DECATUR — Linda Brandon, owner of Linda's Music Center, is ready to retire.
Brandon has served local musicians for more than 52 years with Linda's Music Center. Manager Hugh Reeves, who has worked with Brandon for almost 30 years, is ready for semi-retirement himself, and doesn't want to buy the business and carry on. If someone else wants to buy it, Brandon said, Reeves has volunteered to stay on for a while to help a new owner get started. Otherwise, the plan is to close by the end of February or early March.
“I'm ready to not work as much,” Reeves said.
The 2192 E. Wood St. store is open Tuesday through Friday, 10 a.m. to 6 p.m. and Saturday, 10 a.m. to 5 p.m. If Brandon was away, Reeves had to be there. He's never even seen her home in Florida, Brandon said.
Sale prices will start this week, Brandon said, and while dealers like her are normally required to adhere to the “minimum advertised price” set by the factory, her sale prices will be below that, which is lower than the prices at internet sites. The minimum advertised price requirement was instituted a few years ago to prevent online-only outlets from undercutting brick-and-mortar locally owned shops like hers.
What prompted her to finally close for good is a health scare last year, which made her realize that even leaving most day-to-day operations in Reeves' hands wasn't enough.
“I am just at the point where I want no headaches,” Brandon said. “I want to retire, totally. Hugh runs it, but I've still got it. I've been waiting on him, and he turned 62 (and therefore eligible to retire) and I said, 'I'm doing it.'”

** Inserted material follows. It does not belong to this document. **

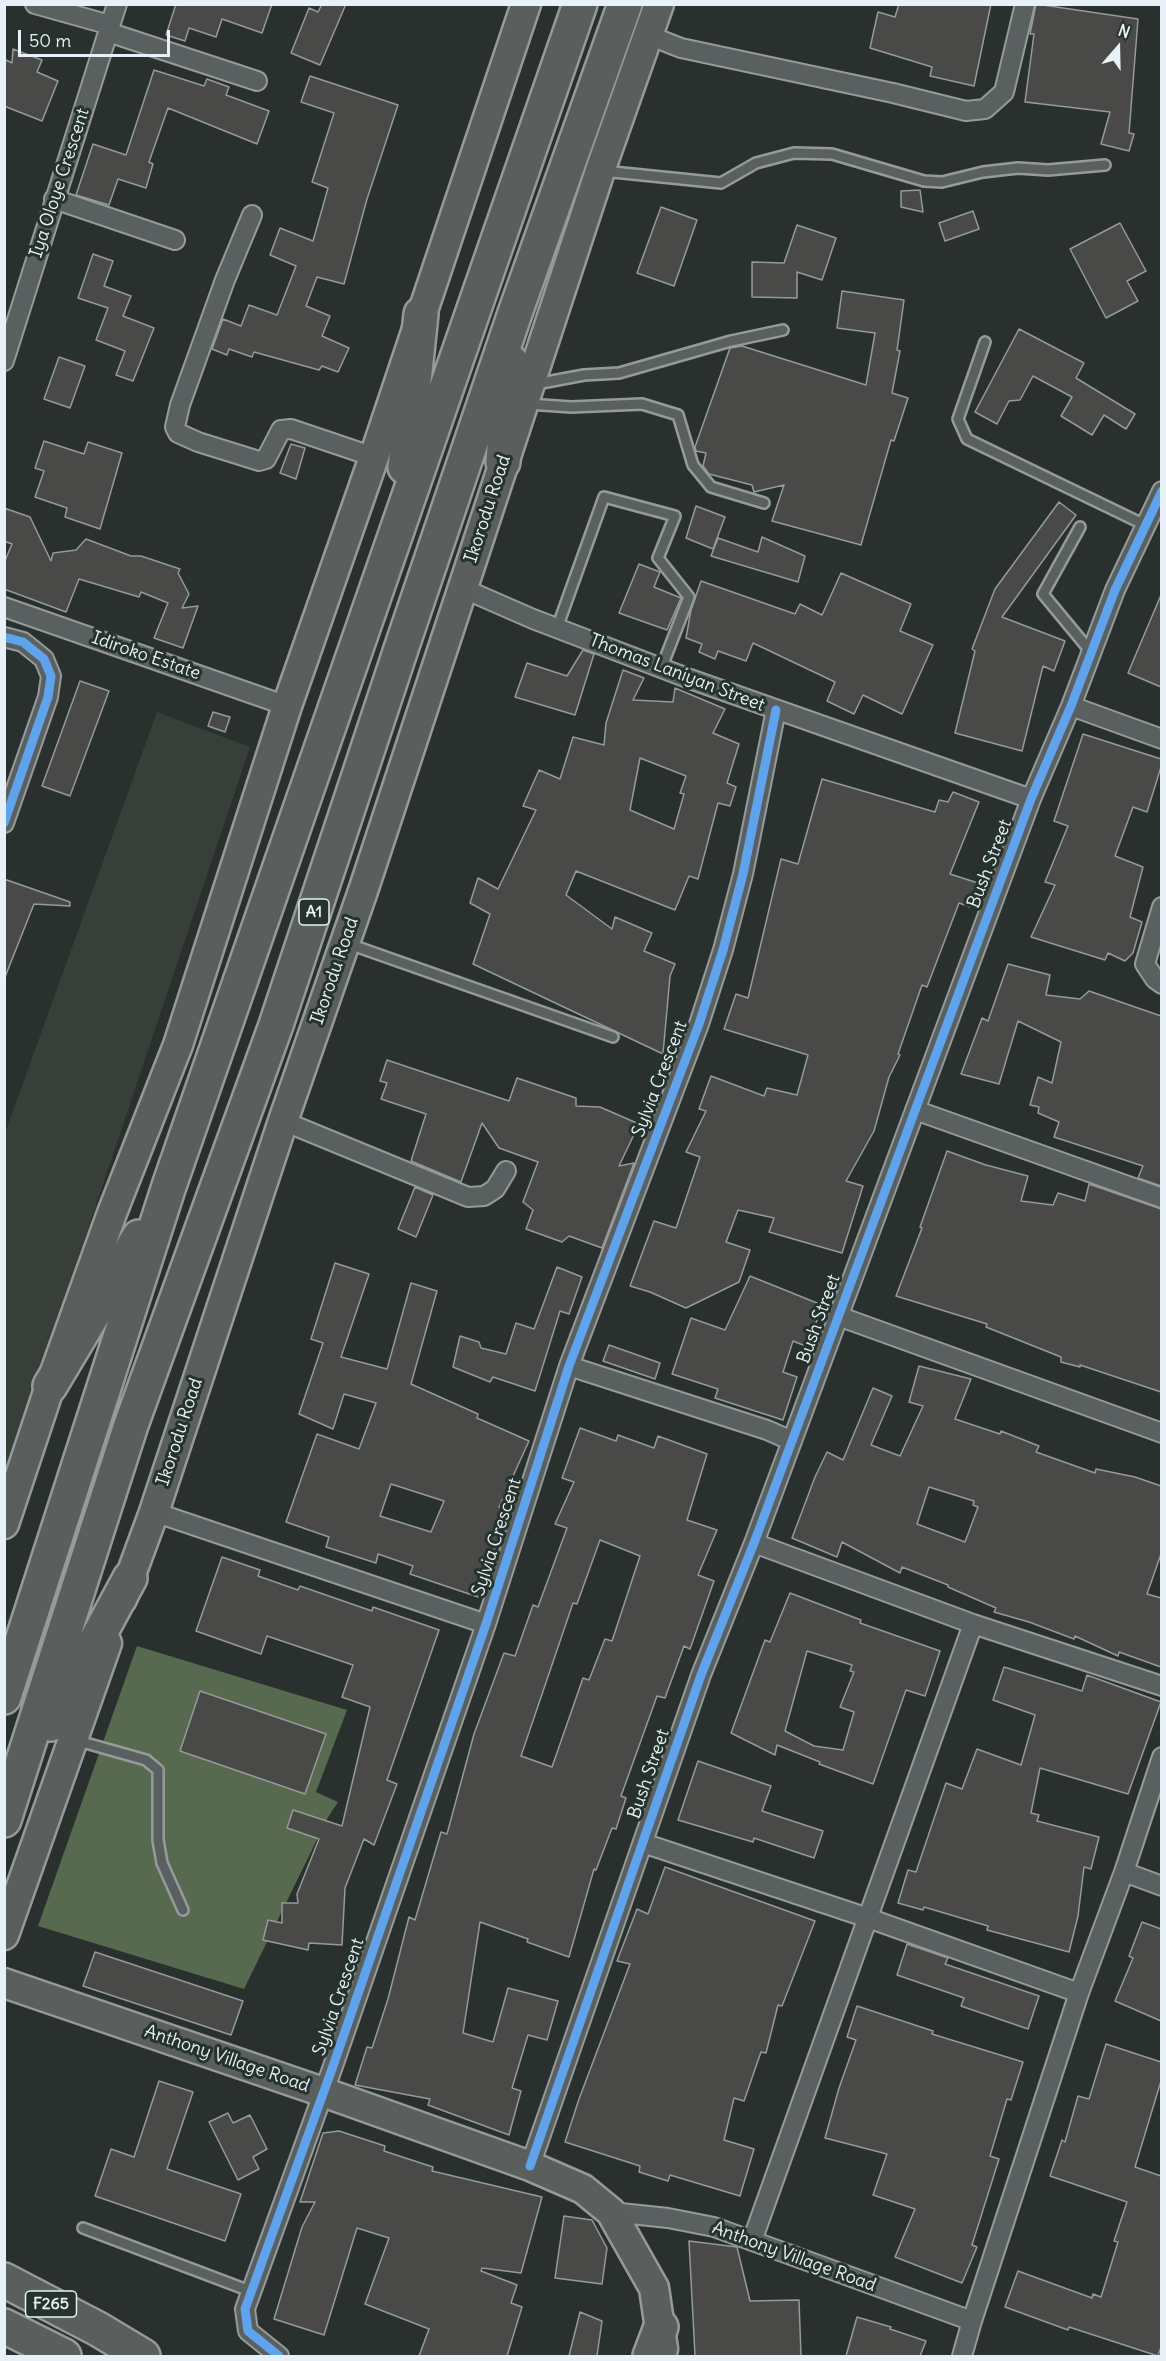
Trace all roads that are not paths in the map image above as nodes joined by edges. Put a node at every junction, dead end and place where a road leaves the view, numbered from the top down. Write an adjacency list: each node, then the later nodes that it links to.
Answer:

Brandon entered the music store business at a time when a woman in the music business was a rarity, she said. In 2017, she received a Milestone Award from the National Association of Music Merchants to celebrate 50 years in business. Through the years, she's met and become friends with such a variety of music greats that the back wall of her store is filled with photos of them.
Her favorite is Chet Atkins, renowned for his guitar prowess, and another old friend is Jeff Cook of Alabama, who took a Fender Squier guitar and gussied it up with bright-colored pick guard, knobs and pickups for fun.
“I told him, now that you've done all that, you should sign the thing, too,” Brandon said and Cook obliged. The guitar is on display in her store.
She's met Leo Fender (of Fender guitars), Jim Marshall (Marshall amplifiers) and counts Hartley Peavey among her friends. She danced with Ray Stevens on his TV show. Stevens ended his shows with asking a woman from the audience to come up and dance with him as a regular feature, and he called to ask if she'd agree to be that woman when she was in town.
Country music greats are often the nicest in real life, she said, while that isn't always true of rock and roll stars, but a few of those grace her Wall of Fame, too. Brandon, herself a guitar and keyboard player, was a regular on the stages of Central Illinois in a variety of bands for years, so she knows what the local musicians need and nearly all of them, generations of them, have been regular customers.
She's also been a music teacher and can give hands-on advice to novices looking to enter the musical world.
As much as she's enjoyed it all these years, however, she's ready to move on and so is Reeves. As is true of many small businesses, the internet has left a big dent in sales. Her longtime customers still come in to buy equipment, but some younger people tend to lean more toward online buying, even though the personal touch, repair and adjustment are lacking.
“I want to get (the closeout) started,” Brandon said. “I'm ready to go.”